WHAT YOU NEED TO DO: A faithful copy is required. Print each line of the data exactly and omit the pictures.

---

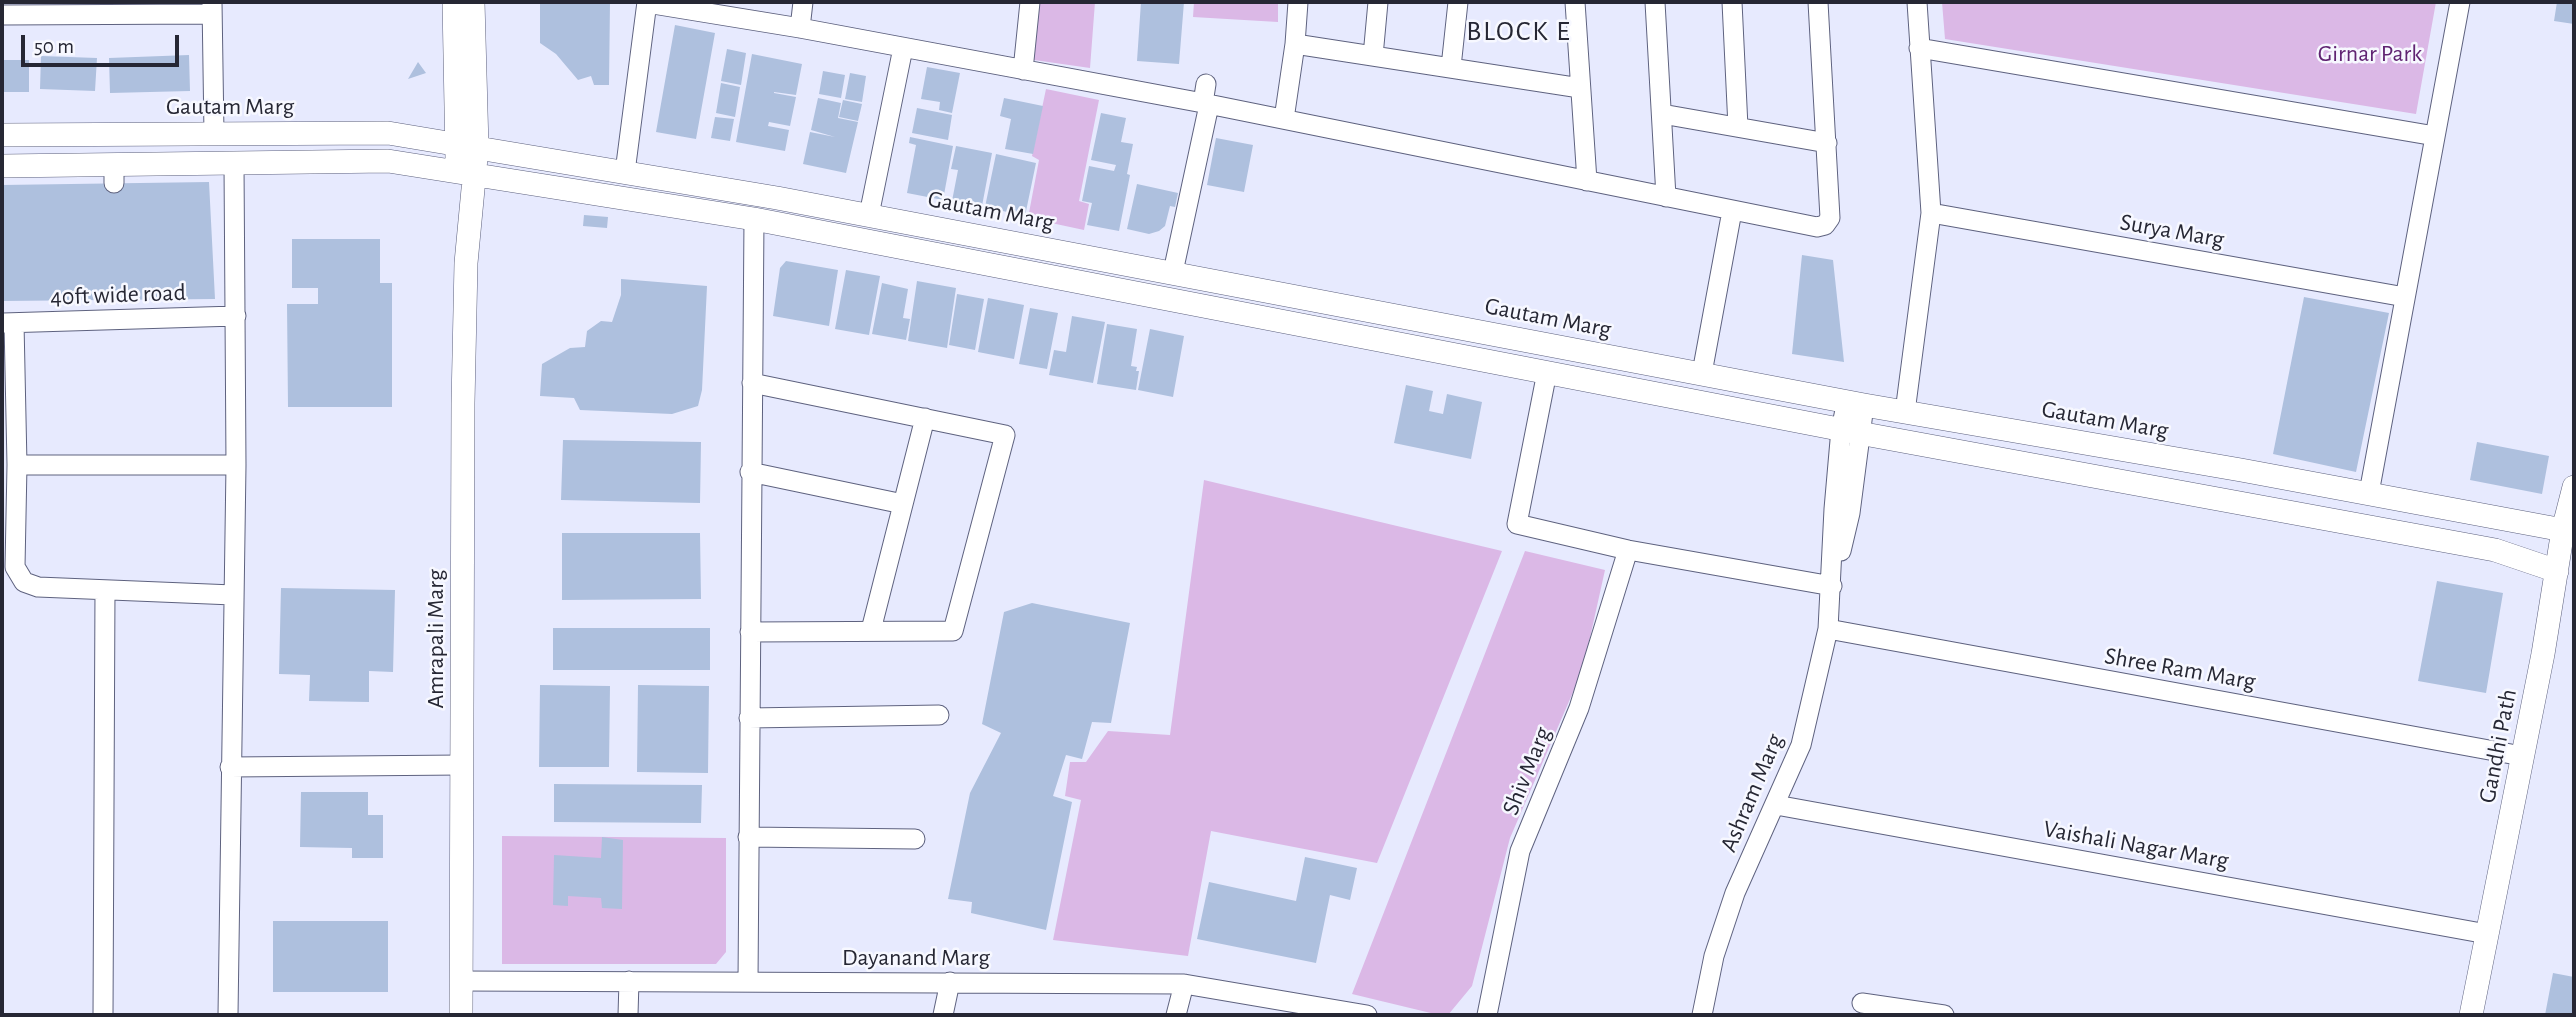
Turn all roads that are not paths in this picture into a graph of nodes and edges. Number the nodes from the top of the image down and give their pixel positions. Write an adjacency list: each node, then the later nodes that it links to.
1 (454, 2): 34 (street)
2 (647, 2): 15 (street); 37 (street)
3 (803, 2): 18 (street)
4 (1030, 2): 24 (street)
5 (1298, 2): 19 (street)
6 (1378, 2): 22 (street)
7 (1458, 2): 23 (street)
8 (1575, 2): 25 (street)
9 (1655, 2): 27 (street)
10 (1732, 2): 29 (street)
11 (1818, 2): 33 (street)
12 (1917, 2): 21 (street)
13 (2460, 2): 32 (street)
14 (212, 8): 17 (street); 30 (street)
15 (725, 8): 18 (street)
16 (473, 10): 34 (street)
17 (2, 15)
18 (800, 28): 20 (street)
19 (1295, 44): 22 (street); 28 (street)
20 (903, 48): 24 (street); 43 (street)
21 (1919, 48): 32 (street); 42 (street)
22 (1373, 56): 23 (street)
23 (1451, 67): 25 (street)
24 (1023, 70): 26 (street)
25 (1580, 88): 39 (street)
26 (1206, 97): 28 (street); 45 (street)
27 (1662, 114): 29 (street); 40 (street)
28 (1284, 119): 39 (street)
29 (1738, 127): 33 (street)
30 (214, 134): 31 (street, Gautam Marg); 34 (street, Gautam Marg)
31 (2, 135)
32 (2435, 136): 46 (street)
33 (1827, 143): 41 (street)
34 (467, 145): 37 (street, Gautam Marg); 38 (street, Amrapali Marg)
35 (234, 163): 36 (street); 38 (street); 47 (street)
36 (2, 166)
37 (625, 172): 43 (street, Gautam Marg)
38 (466, 174): 44 (street); 74 (street, Amrapali Marg)
39 (1587, 181): 40 (street)
40 (1666, 197): 41 (street)
41 (1732, 211): 50 (street)
42 (1931, 213): 46 (street, Surya Marg); 53 (street)
43 (869, 215): 45 (street, Gautam Marg)
44 (754, 219): 49 (street); 51 (street)
45 (1173, 272): 50 (street, Gautam Marg)
46 (2405, 297): 60 (street)
47 (236, 316): 48 (street, 40ft wide road); 57 (street)
48 (8, 323): 56 (street)
49 (1546, 372): 55 (street); 63 (street)
50 (1702, 373): 52 (street, Gautam Marg)
51 (752, 383): 54 (street); 58 (street)
52 (1855, 403): 53 (street, Gautam Marg); 55 (street, Ashram Marg)
53 (1905, 411): 60 (street, Gautam Marg)
54 (925, 418): 61 (street); 69 (street)
55 (1850, 431): 64 (street); 65 (street, Ashram Marg)
56 (17, 465): 57 (street); 66 (street)
57 (236, 465): 67 (street)
58 (750, 472): 61 (street); 70 (street)
59 (2574, 487): 62 (street, Gandhi Path)
60 (2369, 493): 62 (street, Gautam Marg)
61 (903, 504): 69 (street)
62 (2563, 530): 64 (street, Gandhi Path)
63 (1628, 550): 65 (street); 94 (street, Shiv Marg)
64 (2557, 571): 73 (street, Gandhi Path)
65 (1832, 586): 68 (street, Ashram Marg)
66 (105, 590): 67 (street); 87 (street)
67 (233, 595): 75 (street)
68 (1828, 629): 73 (street, Shree Ram Marg); 76 (street, Ashram Marg)
69 (871, 630): 70 (street)
70 (750, 632): 72 (street)
71 (939, 715): 72 (street)
72 (749, 718): 77 (street)
73 (2522, 757): 79 (street, Gandhi Path)
74 (462, 765): 75 (street); 80 (street, Amrapali Marg)
75 (230, 767): 88 (street)
76 (1776, 805): 79 (street, Vaishali Nagar Marg); 95 (street, Ashram Marg)
77 (748, 837): 78 (street); 82 (street)
78 (915, 839)
79 (2487, 934): 97 (street, Gandhi Path)
80 (461, 981): 81 (street, Dayanand Marg); 89 (street, Amrapali Marg)
81 (629, 981): 82 (street, Dayanand Marg); 90 (street)
82 (748, 981): 83 (street, Dayanand Marg)
83 (950, 982): 84 (street, Dayanand Marg); 91 (street)
84 (1184, 984): 92 (street); 93 (street, Dayanand Marg)
85 (1861, 1003): 86 (street)
86 (1920, 1013): 96 (street)
87 (103, 1015)
88 (228, 1015)
89 (461, 1015)
90 (628, 1015)
91 (943, 1015)
92 (1176, 1015)
93 (1367, 1015)
94 (1487, 1015)
95 (1702, 1015)
96 (1944, 1015)
97 (2471, 1015)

---

TASK RESULT:
Turn all roads that are not paths in this picture into a graph of nodes and edges. Number the nodes from the top of the image down and give their pixel positions. Write an adjacency list: each node, then the later nodes that it links to.
1 (454, 2): 34 (street)
2 (647, 2): 15 (street); 37 (street)
3 (803, 2): 18 (street)
4 (1030, 2): 24 (street)
5 (1298, 2): 19 (street)
6 (1378, 2): 22 (street)
7 (1458, 2): 23 (street)
8 (1575, 2): 25 (street)
9 (1655, 2): 27 (street)
10 (1732, 2): 29 (street)
11 (1818, 2): 33 (street)
12 (1917, 2): 21 (street)
13 (2460, 2): 32 (street)
14 (212, 8): 17 (street); 30 (street)
15 (725, 8): 18 (street)
16 (473, 10): 34 (street)
17 (2, 15)
18 (800, 28): 20 (street)
19 (1295, 44): 22 (street); 28 (street)
20 (903, 48): 24 (street); 43 (street)
21 (1919, 48): 32 (street); 42 (street)
22 (1373, 56): 23 (street)
23 (1451, 67): 25 (street)
24 (1023, 70): 26 (street)
25 (1580, 88): 39 (street)
26 (1206, 97): 28 (street); 45 (street)
27 (1662, 114): 29 (street); 40 (street)
28 (1284, 119): 39 (street)
29 (1738, 127): 33 (street)
30 (214, 134): 31 (street, Gautam Marg); 34 (street, Gautam Marg)
31 (2, 135)
32 (2435, 136): 46 (street)
33 (1827, 143): 41 (street)
34 (467, 145): 37 (street, Gautam Marg); 38 (street, Amrapali Marg)
35 (234, 163): 36 (street); 38 (street); 47 (street)
36 (2, 166)
37 (625, 172): 43 (street, Gautam Marg)
38 (466, 174): 44 (street); 74 (street, Amrapali Marg)
39 (1587, 181): 40 (street)
40 (1666, 197): 41 (street)
41 (1732, 211): 50 (street)
42 (1931, 213): 46 (street, Surya Marg); 53 (street)
43 (869, 215): 45 (street, Gautam Marg)
44 (754, 219): 49 (street); 51 (street)
45 (1173, 272): 50 (street, Gautam Marg)
46 (2405, 297): 60 (street)
47 (236, 316): 48 (street, 40ft wide road); 57 (street)
48 (8, 323): 56 (street)
49 (1546, 372): 55 (street); 63 (street)
50 (1702, 373): 52 (street, Gautam Marg)
51 (752, 383): 54 (street); 58 (street)
52 (1855, 403): 53 (street, Gautam Marg); 55 (street, Ashram Marg)
53 (1905, 411): 60 (street, Gautam Marg)
54 (925, 418): 61 (street); 69 (street)
55 (1850, 431): 64 (street); 65 (street, Ashram Marg)
56 (17, 465): 57 (street); 66 (street)
57 (236, 465): 67 (street)
58 (750, 472): 61 (street); 70 (street)
59 (2574, 487): 62 (street, Gandhi Path)
60 (2369, 493): 62 (street, Gautam Marg)
61 (903, 504): 69 (street)
62 (2563, 530): 64 (street, Gandhi Path)
63 (1628, 550): 65 (street); 94 (street, Shiv Marg)
64 (2557, 571): 73 (street, Gandhi Path)
65 (1832, 586): 68 (street, Ashram Marg)
66 (105, 590): 67 (street); 87 (street)
67 (233, 595): 75 (street)
68 (1828, 629): 73 (street, Shree Ram Marg); 76 (street, Ashram Marg)
69 (871, 630): 70 (street)
70 (750, 632): 72 (street)
71 (939, 715): 72 (street)
72 (749, 718): 77 (street)
73 (2522, 757): 79 (street, Gandhi Path)
74 (462, 765): 75 (street); 80 (street, Amrapali Marg)
75 (230, 767): 88 (street)
76 (1776, 805): 79 (street, Vaishali Nagar Marg); 95 (street, Ashram Marg)
77 (748, 837): 78 (street); 82 (street)
78 (915, 839)
79 (2487, 934): 97 (street, Gandhi Path)
80 (461, 981): 81 (street, Dayanand Marg); 89 (street, Amrapali Marg)
81 (629, 981): 82 (street, Dayanand Marg); 90 (street)
82 (748, 981): 83 (street, Dayanand Marg)
83 (950, 982): 84 (street, Dayanand Marg); 91 (street)
84 (1184, 984): 92 (street); 93 (street, Dayanand Marg)
85 (1861, 1003): 86 (street)
86 (1920, 1013): 96 (street)
87 (103, 1015)
88 (228, 1015)
89 (461, 1015)
90 (628, 1015)
91 (943, 1015)
92 (1176, 1015)
93 (1367, 1015)
94 (1487, 1015)
95 (1702, 1015)
96 (1944, 1015)
97 (2471, 1015)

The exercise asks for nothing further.